Fortunately, Charcot foot is rare, few people are exposed to it. However, septic complications appearing on the toes or acras are common, therefore the family doctor has great responsibility in the professional in-time treatment of these symptoms. If the source is found in time, whether at the nail edges, under the nail or at the bone of the distal phalanx, removing the source is easy, there is no need for amputating the toe. A minor ostitis shall never lead to e.g. the loss of a big toe!
The causes – e.g. inadequate carbohydrate metabolism – always have to be clarified!
Amputation should never be the first option!
Fortunately Diabetes Foot Outpatient Care Centres are spreading in Hungary, providing proper follow-up treatment to patients undergoing surgery, modern treatment of chronic wounds and preventive measures against recidivation. More and more of them provide modern atraumatic “medical chiropody” as a part of the complex treatment, in which the exploration of septic sources is also an important task. (Figure 7) Figure 7: Medical chiropody
The latter predominantly means dry machine-assisted foot care under minor theatre circumstances with medical supervision. However, the establishment of outpatient care centres providing complex treatment is still hindered by fiscal considerations, often even medical aids are not provided in time. Yet, development is continuous despite the grave economic circumstances, an increasing number of modern dressing materials are becoming state-supported. Most of these can be combined with gels containing zinc-hyaluronate to create a flexible, quick-healing scar and to prevent deep fissures causing prolonged wound healing. With the end of discharging the application of dressing materials can also be suspended since the application of gels containing zinc-hyaluronate twice a day creates a proper protective layer on the wound.
It is important to know that without modern open wound treatment the diabetes foot cannot be healed and long-healing ulcers deprive patients of their chance to live a decent life.
Numerous professional forums indicate an unequivocal consensus that billions of forints can be saved with professional treatment and the saving of limbs saves lives as well. If we can reduce the number of recidivas, perspectives of recovery become much sounder. The supply of modern medical aids and patient information, the enhanced understanding of both the patient and their environment all contribute to the decrease in the number of recurrences. By wearing permanent medical aids (protective shoes with tailor made insoles), replacement of missing constituents of the skin (zinc-hyaluronate, urea), the application of compression treatment (rubber bandage), ensuring a well-balanced carbohydrate metabolism and applying medicine for neuropathy, the risk of the recurrence of complications is minor.
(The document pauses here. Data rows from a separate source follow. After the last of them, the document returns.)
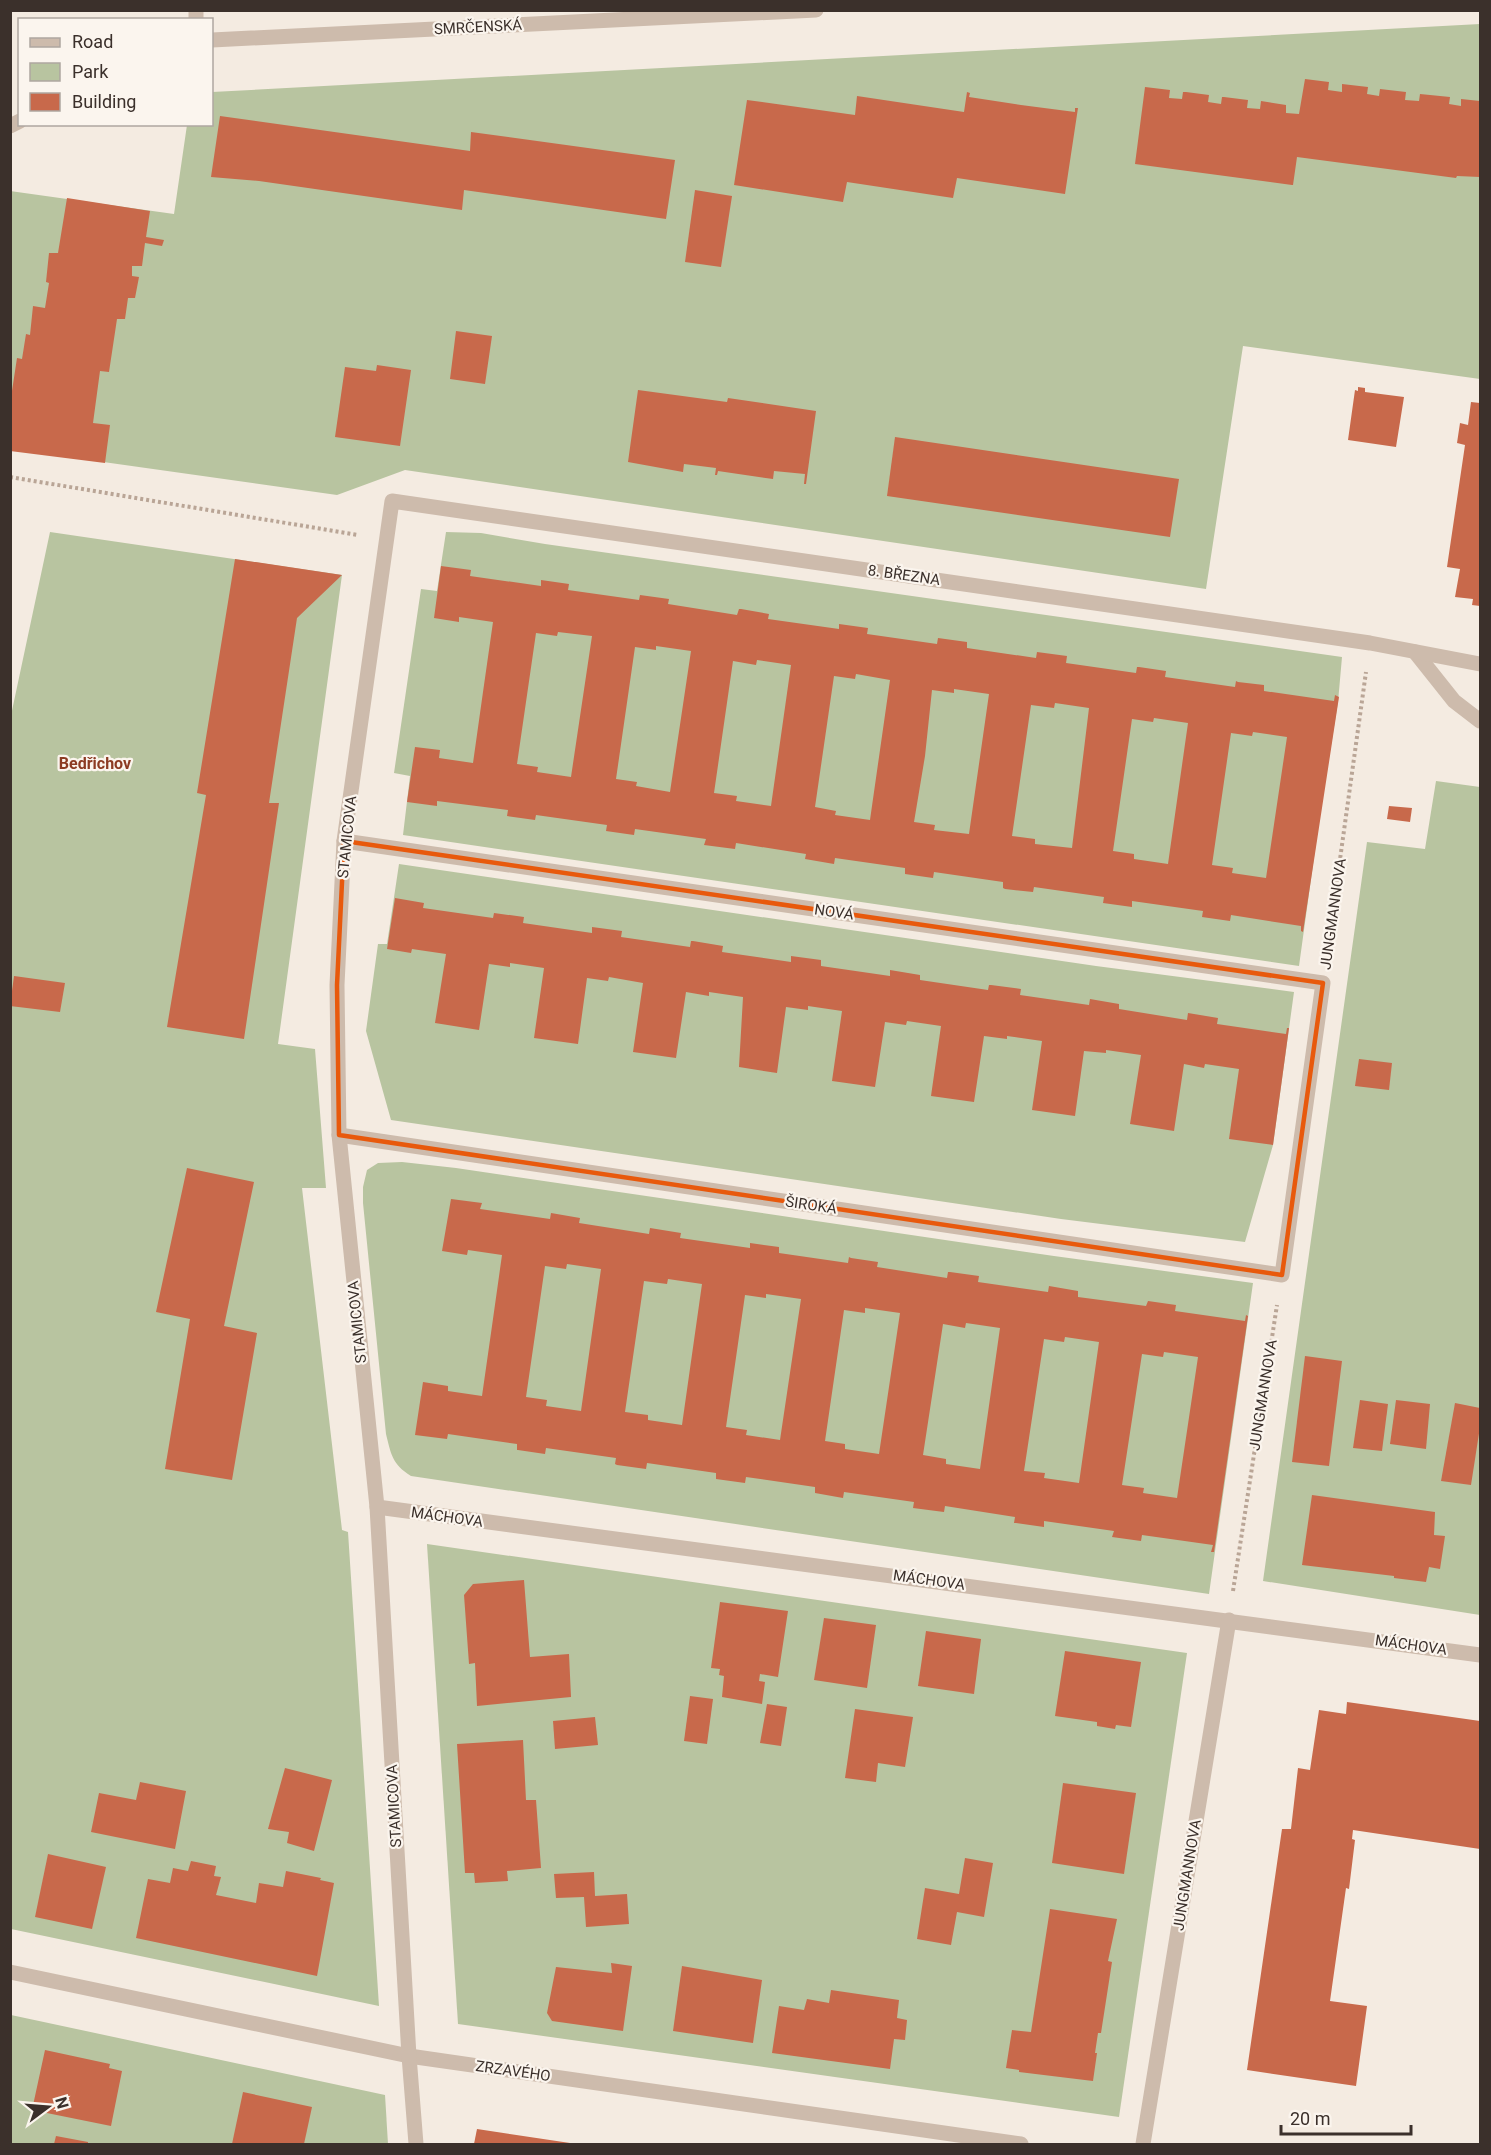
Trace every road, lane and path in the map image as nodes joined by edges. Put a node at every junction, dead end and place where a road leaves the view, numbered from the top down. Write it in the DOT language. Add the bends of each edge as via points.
graph roads {
  1 [pos="816,10"];
  2 [pos="213,40"];
  3 [pos="10,477"];
  4 [pos="392,501"];
  5 [pos="386,539"];
  6 [pos="1370,643"];
  7 [pos="1415,652"];
  8 [pos="1480,664"];
  9 [pos="1480,720"];
  10 [pos="344,842"];
  11 [pos="1323,983"];
  12 [pos="339,1135"];
  13 [pos="1282,1275"];
  14 [pos="377,1507"];
  15 [pos="1229,1620"];
  16 [pos="1480,1655"];
  17 [pos="10,1972"];
  18 [pos="409,2056"];
  19 [pos="416,2145"];
  20 [pos="1021,2145"];
  21 [pos="1143,2145"];
  1 -- 2 [label="street, SMRČENSKÁ"];
  3 -- 5 [label="path"];
  4 -- 5 [label="street, STAMICOVA"];
  4 -- 6 [label="street, 8. BŘEZNA"];
  5 -- 10 [label="street, STAMICOVA"];
  6 -- 7 [label="street, 8. BŘEZNA"];
  6 -- 11 [label="path, JUNGMANNOVA"];
  7 -- 8 [label="street, 8. BŘEZNA"];
  7 -- 9 [label="street" via="1454,701"];
  10 -- 11 [label="street, NOVÁ"];
  10 -- 12 [label="street, STAMICOVA" via="337,985"];
  11 -- 13 [label="street, JUNGMANNOVA"];
  12 -- 13 [label="street, ŠIROKÁ"];
  12 -- 14 [label="street, STAMICOVA"];
  13 -- 15 [label="path, JUNGMANNOVA"];
  14 -- 15 [label="street, MÁCHOVA"];
  14 -- 18 [label="street, STAMICOVA"];
  15 -- 16 [label="street, MÁCHOVA"];
  15 -- 21 [label="street, JUNGMANNOVA"];
  17 -- 18 [label="street, ZRZAVÉHO"];
  18 -- 19 [label="street, STAMICOVA"];
  18 -- 20 [label="street, ZRZAVÉHO"];
}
However, in order to achieve this it is not enough to see a specialist of diabetes complications (Diabetes Foot Outpatient Care Centre) when the problem is already severe because at that stage the only thing the doctor can do is mitigate the already existing damage.
Regular monitoring of diabetic patients’ feet, upgrading of medical aids and continuous skin and nail care are necessary to save the limbs!
Let’s not forget that after amputations the risk of losing the opposite limb is high (60% in 5 years’ time) and 40-70% of the amputees die within 5 years.